The importance of in-person events and community in times of AI revolutionA faster landscape, a different need
We are moving fast. AI tools are reshaping how we write, design, and make decisions. Production is quicker, access to information is constant, and ideas circulate almost instantly. In this context, it would be easy to assume that in-person events are becoming less relevant. In reality, the opposite is happening.
When everything can be generated and shared at speed, what starts to become more valuable is not information but connection. People are no longer attending events just to learn something new in a traditional sense. Most of that knowledge is already available before they even walk into the room. What they are looking for instead is a way to make sense of it, to hear how others are interpreting the same changes, and to position themselves within that conversation.
Community as a shared framework
This is where community becomes essential. In-person events create a shared environment where the context can be interpreted, challenged, and refined in real time. They make space for nuance, for disagreement, and for moments of alignment that are difficult to replicate through digital tools. This is something we have explored in our thinking around designing experiences from arrival to wrap-up. The impact of an event does not come only from its formal content, but from everything that surrounds it, including the informal exchanges that build trust over time.

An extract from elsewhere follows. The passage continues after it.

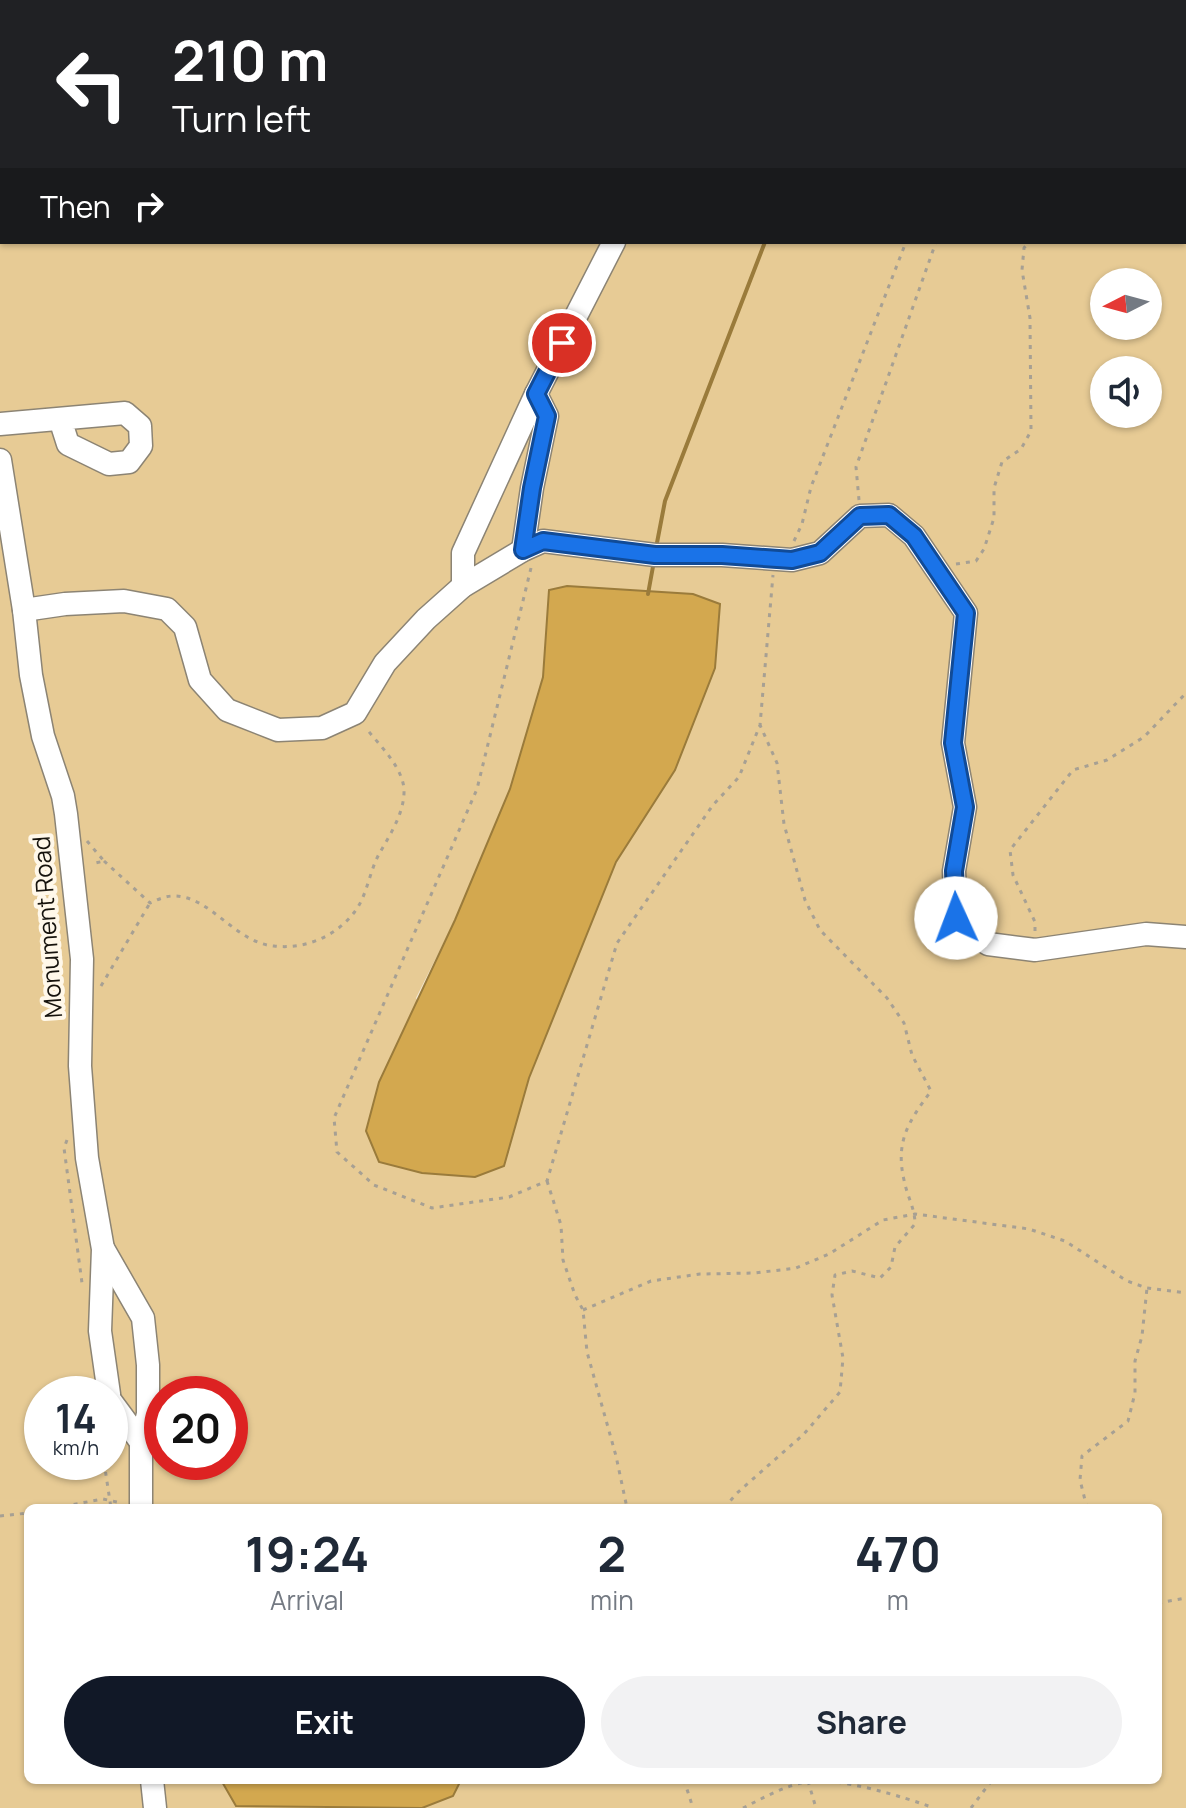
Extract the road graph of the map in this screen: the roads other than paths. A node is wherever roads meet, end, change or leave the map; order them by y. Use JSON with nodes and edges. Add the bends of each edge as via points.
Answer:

The role of space and preparation
The role of the physical space is just as important. A venue is not only a logistical choice, it directly shapes how people interact. This is why preparation and site visits matter. Understanding how people will move, where they will naturally gather, and how visibility works within a space helps create the right conditions for meaningful exchange. It ties back to how we approach venue selection and the importance of thinking beyond capacity or location.
Avoiding repetition
When events rely on the same formats and rhythms, they struggle to hold attention. This is something we have addressed in our work on avoiding event fatigue. In a moment defined by rapid change, audiences expect events to feel current and relevant, not only in their content but also in how they are designed.
Designing for collective understanding
All of this points to a broader shift. AI is accelerating how ideas are produced and distributed, but it does not replace the need to engage with them collectively. In-person events play that role. They bring people together to interpret, question, and move forward with a shared understanding.
A more intentional role for events
The more our tools evolve, the more intentional we need to be about creating these moments of connection. Not by making events bigger or more complex, but by designing them in a way that reflects what people actually need right now: space to think together, to connect, and to build something that goes beyond what any individual or tool could produce alone.